KINDS OF MENTAL IMAGES

Visual Imagery

When we speak of “images” in connection with Imagination and Recognition we do not refer merely to mental pictures of things seen. Mental images are representations of past mental experiences of any and every kind. They include past sensations of sound, taste, smell, feeling, pain, motion and the other senses, as well as sensations of sight. One may have a mental image of the voice of a friend, of the perfume of a flower, just as he may have mental images of their appearance to the eye. Indeed, the term “image” is perhaps unfortunately used in this way, since it must be made to include not only mental pictures in a visual sense, but all forms of reproductive mental activity.

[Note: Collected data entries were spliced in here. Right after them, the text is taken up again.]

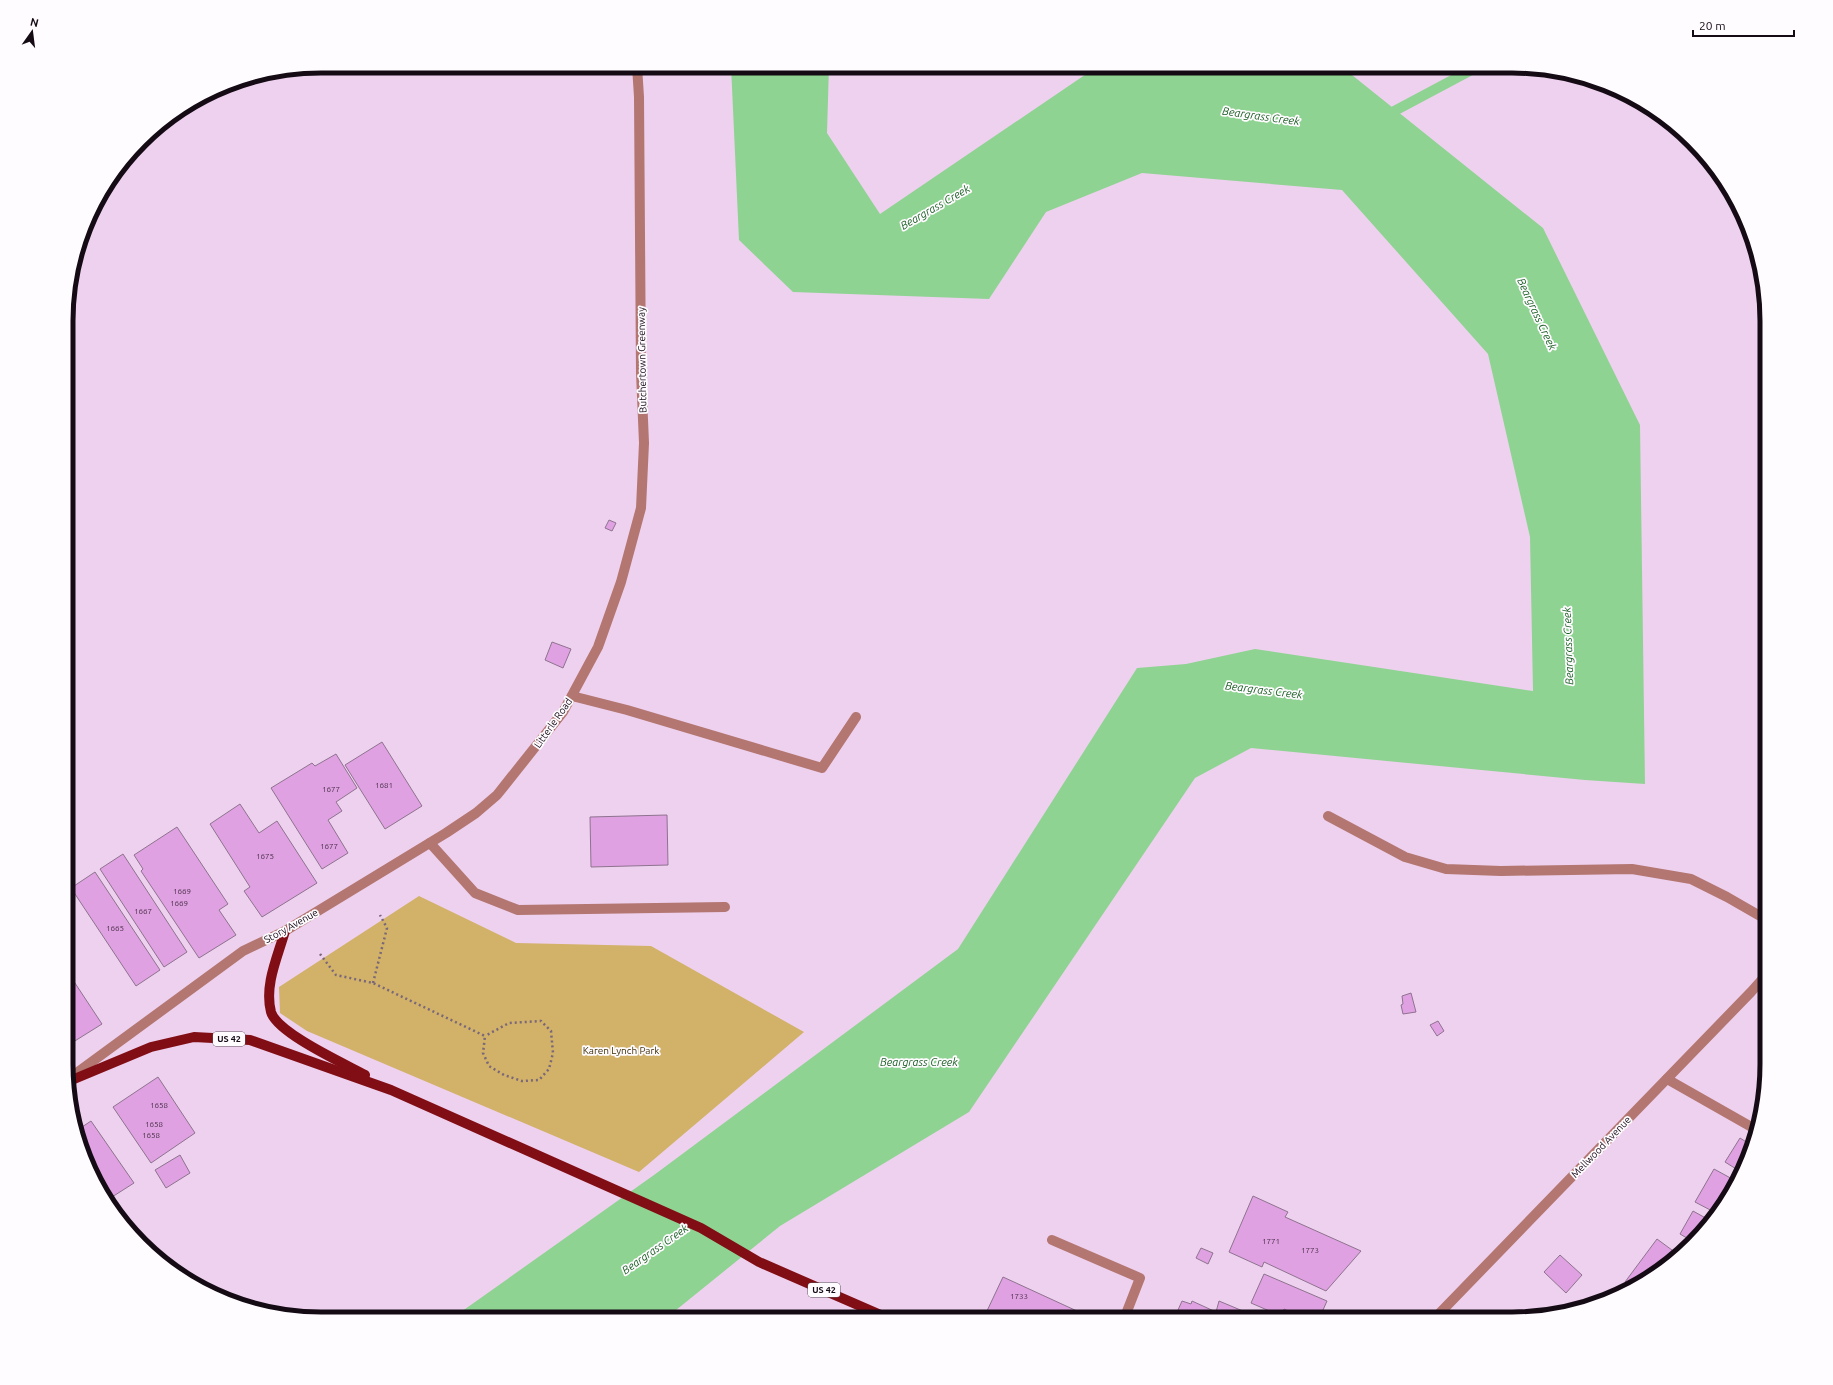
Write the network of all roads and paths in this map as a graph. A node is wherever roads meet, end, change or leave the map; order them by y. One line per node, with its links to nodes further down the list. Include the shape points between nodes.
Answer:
1 (637, 73): 2 (street, Butchertown Greenway, via 644,443 641,508 621,582)
2 (598, 647): 3 (street, Litterle Road)
3 (572, 696): 4 (street, via 822,768); 5 (street, Litterle Road, via 563,712)
4 (856, 717)
5 (515, 774): 7 (street, Story Avenue, via 497,795 476,813)
6 (1328, 816): 10 (street, via 1405,857 1446,869 1632,869 1691,879)
7 (430, 843): 8 (street, via 475,893 518,910); 11 (street, Story Avenue)
8 (725, 907)
9 (380, 915): 14 (path, via 387,928)
10 (1760, 916)
11 (285, 931): 16 (street, Story Avenue, via 243,951); 19 (main road, via 271,978 272,1013 282,1027 300,1039)
12 (320, 954): 14 (path, via 336,975)
13 (1760, 981): 18 (street, Mellwood Avenue)
14 (373, 983): 15 (path)
15 (485, 1036): 15 (path, via 483,1053 489,1066 504,1075 522,1081 539,1080 549,1069 553,1041 551,1031 541,1022 509,1023)
16 (74, 1076)
17 (74, 1078): 19 (main road, US 42, via 151,1047 194,1037 250,1040)
18 (1668, 1079): 20 (street); 24 (street, Mellwood Avenue)
19 (391, 1090): 22 (main road, US 42, via 701,1228 759,1262)
20 (1752, 1127)
21 (1052, 1240): 23 (street, via 1140,1278)
22 (874, 1312)
23 (1127, 1312)
24 (1441, 1312)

Our recollection of past experiences may be either full and distinct or hazy and inadequate. Some persons are entirely unable to reproduce certain kinds of sensory experiences. Somehow they are aware of having had these experiences, but they cannot reproduce them. Every one of us has his own peculiarities.

Auditory Imagery

This morning I called upon a friend in his office. I was there but a short time. Yet I can easily call to mind every detail of the surroundings. I can see the exterior of the building, its form, size, color, window-boxes with flowers, red tile roof, formal gardens in the open court, and even many of the neighboring buildings. I can plainly recall the color of the carpet on his office floor, the general tone of the paper on the wall, the size, type and material of his desk, and many other elements going to make up an almost perfect mental duplicate of the scene itself. I can even see my friend sitting at his desk, and can distinctly remember the color, cut and texture of his clothing and just how he looked when he smiled.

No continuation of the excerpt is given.